Novel Anticancer Drugs Copper Based: Structuralactivity Correlations, Preclinical Results and Mechanism of Action
2nd International Conference on Pharmaceutics & Novel Drug Delivery Systems
20-22 February 2012 San Francisco Airport Marriott Waterfront, USA

Lena Ruiz-Azuara

Scientific Tracks Abstracts: Pharm Anal Acta

Abstract:

Metal complexes have interest as pharmaceuticals as diagnostic agents or as chemotherapeutic drugs. Some efforts have been done in the development of anticancer agents employing essential metals. An example is the copper (II) compounds known as Casiope?nas?. Mentioned compounds have a general formula [Cu(N-N)(X-Y) H2O]NO3 where N-N is a diimine (phen or bipy) and X-Y is a bidentate ligand (acac, salal, aminoacidate or peptide). These compounds have shown cytostatic, cytotoxic, and antineoplastic activity in vitro and in vivo. The mechanism of action is still not completely elucidated. However, experimental evidence suggests the interaction of coordination compounds with DNA (nuclear or mitochondrial) and the generation of reactive oxygen species (ROS) as the main action pathways. Induction of apoptosis has been proved to be the main death tumor cell pathway. DNA interaction by several methods, comet assay, AFM, electrophoresis, CD has been done, and the nuclease activity studies of Casiope?nas? employing plasmidic DNA (pRSET-B) has been preformed. Results shown that dimethyl phenanthroline ligand in the copper (II) coordination compounds has an extraordinary DNA cleavage capacity when oxygen is present, but increases when ascorbic acid was added and a complete degradation of the plasmidic DNA was observed. Meanwhile for bipyridine compounds the cleavage was reached in longer time, even when ascorbic acid was added, suggesting an important contribution of the diimine structure to the cleavage process, and an intercalation process as the first step for the DNA damage.
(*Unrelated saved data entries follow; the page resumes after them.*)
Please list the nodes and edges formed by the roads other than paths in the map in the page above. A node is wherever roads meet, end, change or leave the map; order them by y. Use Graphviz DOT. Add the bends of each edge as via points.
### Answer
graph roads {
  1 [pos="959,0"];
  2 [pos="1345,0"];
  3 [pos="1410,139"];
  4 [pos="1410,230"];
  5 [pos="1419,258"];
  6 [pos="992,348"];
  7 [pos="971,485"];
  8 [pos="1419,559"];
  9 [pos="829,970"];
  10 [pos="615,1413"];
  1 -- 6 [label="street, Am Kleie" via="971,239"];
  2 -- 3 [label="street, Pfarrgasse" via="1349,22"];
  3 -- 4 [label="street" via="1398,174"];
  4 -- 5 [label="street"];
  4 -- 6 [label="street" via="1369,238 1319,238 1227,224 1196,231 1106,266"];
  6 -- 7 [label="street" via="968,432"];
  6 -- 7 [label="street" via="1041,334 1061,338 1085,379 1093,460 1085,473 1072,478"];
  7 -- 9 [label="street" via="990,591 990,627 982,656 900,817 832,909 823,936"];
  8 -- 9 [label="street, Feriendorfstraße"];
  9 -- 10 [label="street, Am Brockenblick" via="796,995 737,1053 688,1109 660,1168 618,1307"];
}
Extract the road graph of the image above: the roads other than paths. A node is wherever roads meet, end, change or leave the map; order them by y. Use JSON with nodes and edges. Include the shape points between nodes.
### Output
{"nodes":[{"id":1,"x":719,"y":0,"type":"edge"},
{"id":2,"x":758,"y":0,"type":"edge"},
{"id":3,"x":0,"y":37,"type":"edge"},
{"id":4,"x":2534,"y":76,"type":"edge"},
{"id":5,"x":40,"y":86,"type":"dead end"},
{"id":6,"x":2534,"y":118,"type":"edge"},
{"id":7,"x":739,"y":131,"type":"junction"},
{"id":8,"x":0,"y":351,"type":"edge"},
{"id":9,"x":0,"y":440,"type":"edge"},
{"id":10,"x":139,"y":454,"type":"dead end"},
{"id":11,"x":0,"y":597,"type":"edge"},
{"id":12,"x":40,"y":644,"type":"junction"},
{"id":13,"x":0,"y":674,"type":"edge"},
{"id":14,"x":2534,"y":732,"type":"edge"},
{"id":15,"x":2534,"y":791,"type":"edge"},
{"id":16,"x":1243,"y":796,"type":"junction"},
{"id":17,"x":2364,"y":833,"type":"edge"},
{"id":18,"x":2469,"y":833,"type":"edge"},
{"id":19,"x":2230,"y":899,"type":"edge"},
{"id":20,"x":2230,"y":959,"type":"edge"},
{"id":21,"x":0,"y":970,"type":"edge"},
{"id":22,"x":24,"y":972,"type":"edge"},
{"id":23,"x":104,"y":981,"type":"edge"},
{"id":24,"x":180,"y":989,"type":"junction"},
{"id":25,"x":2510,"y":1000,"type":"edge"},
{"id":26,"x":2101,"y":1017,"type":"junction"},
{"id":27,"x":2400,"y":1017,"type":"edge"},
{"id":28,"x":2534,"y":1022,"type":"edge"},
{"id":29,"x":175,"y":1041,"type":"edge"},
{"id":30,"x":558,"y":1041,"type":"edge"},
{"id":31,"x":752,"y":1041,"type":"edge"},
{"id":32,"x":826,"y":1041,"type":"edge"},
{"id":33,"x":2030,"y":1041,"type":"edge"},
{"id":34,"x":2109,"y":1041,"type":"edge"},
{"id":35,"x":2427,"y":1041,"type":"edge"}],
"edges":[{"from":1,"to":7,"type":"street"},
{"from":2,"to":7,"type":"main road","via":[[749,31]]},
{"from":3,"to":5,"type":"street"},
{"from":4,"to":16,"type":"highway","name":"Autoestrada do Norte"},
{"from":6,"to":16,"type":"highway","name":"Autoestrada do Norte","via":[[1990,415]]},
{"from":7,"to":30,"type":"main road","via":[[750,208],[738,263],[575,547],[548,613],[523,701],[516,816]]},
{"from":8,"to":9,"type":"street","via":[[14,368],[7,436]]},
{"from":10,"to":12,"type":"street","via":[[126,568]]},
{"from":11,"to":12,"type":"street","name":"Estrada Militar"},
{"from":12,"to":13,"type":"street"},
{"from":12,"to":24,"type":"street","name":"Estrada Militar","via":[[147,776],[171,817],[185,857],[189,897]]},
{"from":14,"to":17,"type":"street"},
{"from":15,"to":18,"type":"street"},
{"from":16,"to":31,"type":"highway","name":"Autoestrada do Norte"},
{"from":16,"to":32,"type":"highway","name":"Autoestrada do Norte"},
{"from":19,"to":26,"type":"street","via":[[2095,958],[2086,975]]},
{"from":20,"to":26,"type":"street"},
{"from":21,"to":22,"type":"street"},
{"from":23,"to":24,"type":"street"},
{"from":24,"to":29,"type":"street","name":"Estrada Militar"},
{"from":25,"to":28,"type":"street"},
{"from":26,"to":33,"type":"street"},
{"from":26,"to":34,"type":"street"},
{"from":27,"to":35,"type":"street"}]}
Some calculations have been done in order to modeling the interaction between Casiope?nas and DNA

Biography :

Lena Ruiz-Azuara has completed her Ph.D at the age of 27 years from Edinburgh University and postdoctoral studies from Cambridge University, Chemistry Department. She is the head of Medicinal Inorganic Chemistry Group at UNAM. She has published more than 140 papers in reputed journals and serving as an editorial board member of repute.